Creeping Thyme As Ground Cover

An example of creeping thyme ground cover

A creative use of creeping thyme to prevent soil erosion and possibly keep deer at bay.

Gardening in my area is fraught with many challenges. I deal with hard clay, the constant browsing of deer through my garden and a seriously sloped front yard. At the bottom of my sloping front yard you will find all the good soil I’ve worked hard to cultivate. All the good stuff runs downhill with the downpours that we have been getting recently.

I did not want to grow a lawn mostly because I did not want to mow it all summer long. So, I thought I would plant some dwarf mondo grass and I’d be set. I was new to the deer thing and after buying 100 plants online through eBay and then taking a Saturday to plant them, I found I had created an amusement area for the deer. It is true that deer do not like the grass but it does not stop them from pulling it out of the ground and spitting it out. The rest of the summer I watched weeds take over the front yard as the poor uprooted mondo grass lay dying amongst the weeds.

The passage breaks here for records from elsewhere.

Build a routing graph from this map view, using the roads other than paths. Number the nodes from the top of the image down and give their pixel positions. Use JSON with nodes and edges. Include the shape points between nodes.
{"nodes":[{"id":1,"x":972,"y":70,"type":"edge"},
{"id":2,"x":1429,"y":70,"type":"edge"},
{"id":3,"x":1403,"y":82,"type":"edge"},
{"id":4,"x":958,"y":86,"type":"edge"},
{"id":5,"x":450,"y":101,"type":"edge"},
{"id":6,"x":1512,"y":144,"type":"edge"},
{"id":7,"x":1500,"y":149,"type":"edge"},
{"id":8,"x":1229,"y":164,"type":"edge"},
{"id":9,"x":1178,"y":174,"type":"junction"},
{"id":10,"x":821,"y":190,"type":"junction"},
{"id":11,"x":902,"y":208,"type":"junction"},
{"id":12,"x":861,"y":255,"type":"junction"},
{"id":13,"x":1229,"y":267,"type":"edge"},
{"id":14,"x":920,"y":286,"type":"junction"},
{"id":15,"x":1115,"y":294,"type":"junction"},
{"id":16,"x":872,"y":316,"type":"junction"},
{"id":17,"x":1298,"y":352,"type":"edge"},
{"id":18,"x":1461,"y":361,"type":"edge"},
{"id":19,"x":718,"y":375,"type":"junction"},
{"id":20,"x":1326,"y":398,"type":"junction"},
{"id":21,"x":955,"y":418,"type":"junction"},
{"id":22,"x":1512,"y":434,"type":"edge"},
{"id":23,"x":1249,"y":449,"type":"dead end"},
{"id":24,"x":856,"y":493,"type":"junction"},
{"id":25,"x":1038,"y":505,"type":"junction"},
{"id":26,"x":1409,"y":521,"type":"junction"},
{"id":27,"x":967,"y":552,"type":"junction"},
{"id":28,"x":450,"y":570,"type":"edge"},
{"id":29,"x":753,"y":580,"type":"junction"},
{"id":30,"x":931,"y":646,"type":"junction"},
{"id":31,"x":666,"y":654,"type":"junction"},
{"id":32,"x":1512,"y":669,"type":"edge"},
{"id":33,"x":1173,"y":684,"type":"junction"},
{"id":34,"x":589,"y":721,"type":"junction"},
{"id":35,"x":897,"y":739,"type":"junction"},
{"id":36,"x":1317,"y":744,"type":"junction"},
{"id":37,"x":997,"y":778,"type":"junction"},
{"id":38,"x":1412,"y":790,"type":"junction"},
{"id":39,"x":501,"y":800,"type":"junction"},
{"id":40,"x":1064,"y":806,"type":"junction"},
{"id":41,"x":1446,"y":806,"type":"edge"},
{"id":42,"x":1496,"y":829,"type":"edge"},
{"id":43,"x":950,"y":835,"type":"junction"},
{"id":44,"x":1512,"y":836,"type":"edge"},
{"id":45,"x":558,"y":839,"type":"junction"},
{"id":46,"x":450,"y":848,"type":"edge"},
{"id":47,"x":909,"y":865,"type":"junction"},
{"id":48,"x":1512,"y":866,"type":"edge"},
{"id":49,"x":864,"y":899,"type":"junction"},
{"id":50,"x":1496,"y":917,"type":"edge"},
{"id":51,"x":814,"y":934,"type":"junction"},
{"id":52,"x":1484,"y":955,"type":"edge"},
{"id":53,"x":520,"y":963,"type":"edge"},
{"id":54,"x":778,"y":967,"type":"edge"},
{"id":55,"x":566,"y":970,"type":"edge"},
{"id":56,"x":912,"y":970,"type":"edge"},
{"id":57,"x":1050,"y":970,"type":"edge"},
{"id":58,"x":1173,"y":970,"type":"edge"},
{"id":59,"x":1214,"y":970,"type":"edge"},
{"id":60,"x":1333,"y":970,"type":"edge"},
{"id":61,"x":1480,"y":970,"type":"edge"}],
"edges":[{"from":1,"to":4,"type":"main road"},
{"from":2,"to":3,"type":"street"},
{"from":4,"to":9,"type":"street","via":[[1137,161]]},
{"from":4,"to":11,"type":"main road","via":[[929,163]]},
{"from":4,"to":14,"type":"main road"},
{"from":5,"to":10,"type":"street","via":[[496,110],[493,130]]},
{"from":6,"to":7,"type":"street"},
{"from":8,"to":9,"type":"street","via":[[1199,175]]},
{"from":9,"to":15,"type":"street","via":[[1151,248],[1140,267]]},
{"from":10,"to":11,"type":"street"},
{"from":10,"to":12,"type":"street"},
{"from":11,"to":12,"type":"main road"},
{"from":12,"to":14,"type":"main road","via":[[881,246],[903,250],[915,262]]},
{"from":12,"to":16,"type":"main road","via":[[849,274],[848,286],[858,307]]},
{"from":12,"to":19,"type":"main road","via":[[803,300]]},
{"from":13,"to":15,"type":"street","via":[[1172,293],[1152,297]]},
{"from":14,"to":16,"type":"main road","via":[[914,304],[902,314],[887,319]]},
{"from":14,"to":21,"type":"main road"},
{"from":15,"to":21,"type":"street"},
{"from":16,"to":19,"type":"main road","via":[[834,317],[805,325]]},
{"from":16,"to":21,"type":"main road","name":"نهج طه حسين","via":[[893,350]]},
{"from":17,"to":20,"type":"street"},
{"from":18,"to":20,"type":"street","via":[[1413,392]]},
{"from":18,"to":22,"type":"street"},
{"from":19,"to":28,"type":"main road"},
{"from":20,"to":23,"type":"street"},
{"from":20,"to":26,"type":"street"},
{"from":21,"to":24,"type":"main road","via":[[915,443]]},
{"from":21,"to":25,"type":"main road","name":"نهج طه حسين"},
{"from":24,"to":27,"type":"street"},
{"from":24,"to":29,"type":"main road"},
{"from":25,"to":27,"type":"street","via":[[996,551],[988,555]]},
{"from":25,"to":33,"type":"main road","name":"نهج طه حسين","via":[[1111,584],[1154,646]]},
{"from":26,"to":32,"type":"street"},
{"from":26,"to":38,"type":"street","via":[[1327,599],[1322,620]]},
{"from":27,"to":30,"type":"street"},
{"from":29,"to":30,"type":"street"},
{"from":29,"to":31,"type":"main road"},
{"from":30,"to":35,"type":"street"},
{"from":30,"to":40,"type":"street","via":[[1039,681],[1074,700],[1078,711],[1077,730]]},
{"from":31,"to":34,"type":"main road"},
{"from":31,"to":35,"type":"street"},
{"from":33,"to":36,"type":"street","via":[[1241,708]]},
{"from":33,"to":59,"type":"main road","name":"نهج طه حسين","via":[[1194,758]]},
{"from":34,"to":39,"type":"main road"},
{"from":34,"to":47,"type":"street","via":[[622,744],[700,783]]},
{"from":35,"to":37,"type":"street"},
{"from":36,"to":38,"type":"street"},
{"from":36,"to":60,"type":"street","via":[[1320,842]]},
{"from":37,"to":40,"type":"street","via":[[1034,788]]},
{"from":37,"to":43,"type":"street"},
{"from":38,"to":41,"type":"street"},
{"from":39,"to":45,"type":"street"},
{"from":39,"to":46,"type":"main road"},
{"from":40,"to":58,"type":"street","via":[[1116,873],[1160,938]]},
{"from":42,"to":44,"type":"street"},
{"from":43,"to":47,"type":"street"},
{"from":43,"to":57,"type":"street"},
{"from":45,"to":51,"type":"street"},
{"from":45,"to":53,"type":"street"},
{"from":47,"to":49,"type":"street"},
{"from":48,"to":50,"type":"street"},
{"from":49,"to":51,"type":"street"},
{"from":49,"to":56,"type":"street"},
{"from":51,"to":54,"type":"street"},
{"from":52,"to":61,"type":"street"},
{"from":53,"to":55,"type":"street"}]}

The following fall, I figured I would just mulch under the weeds and start over with something else. I mulched all the fallen leaves – laid down layers of newspaper I had been collecting and spread a thick layer of mulched leaves on top of the paper. This worked beautifully until the first hard downpour. The leaves slid down the hill revealing the layers of newspaper below it. I spent a lot of time re-spreading the leaf mulch over the sloped yard that fall.

The following spring my neighbor told me that the deer had not bothered the section of her yard where she planted creeping thyme. She divided some of her plantings and gave it to me to try. Sure enough – the deer left it alone all summer. The creeping thyme held up well during the winter – survived the snow that fell in early December and remained through January. As spring arrives, the thyme is lush and green and spreading which is wonderful because I bought 8 packages of creeping thyme from Park Seed and started the plants indoors for planting once the danger of frost has passed.

Here is my hope and I’ll let you know how it all goes – I hope that as the front yard fills in with the creeping thyme it will be able to retain the soil in my yard and that the fragrance will be strong enough that deer will no longer find my front yard appealing. I know the latter hope is slim as I’ve seen a doe bend over a rosemary plant while she feasted on the tomatoes beyond it. But I’m still hopeful that the fragrant thyme with keep my soil in place and keep the deer from pruning my Abelia into strange shapes.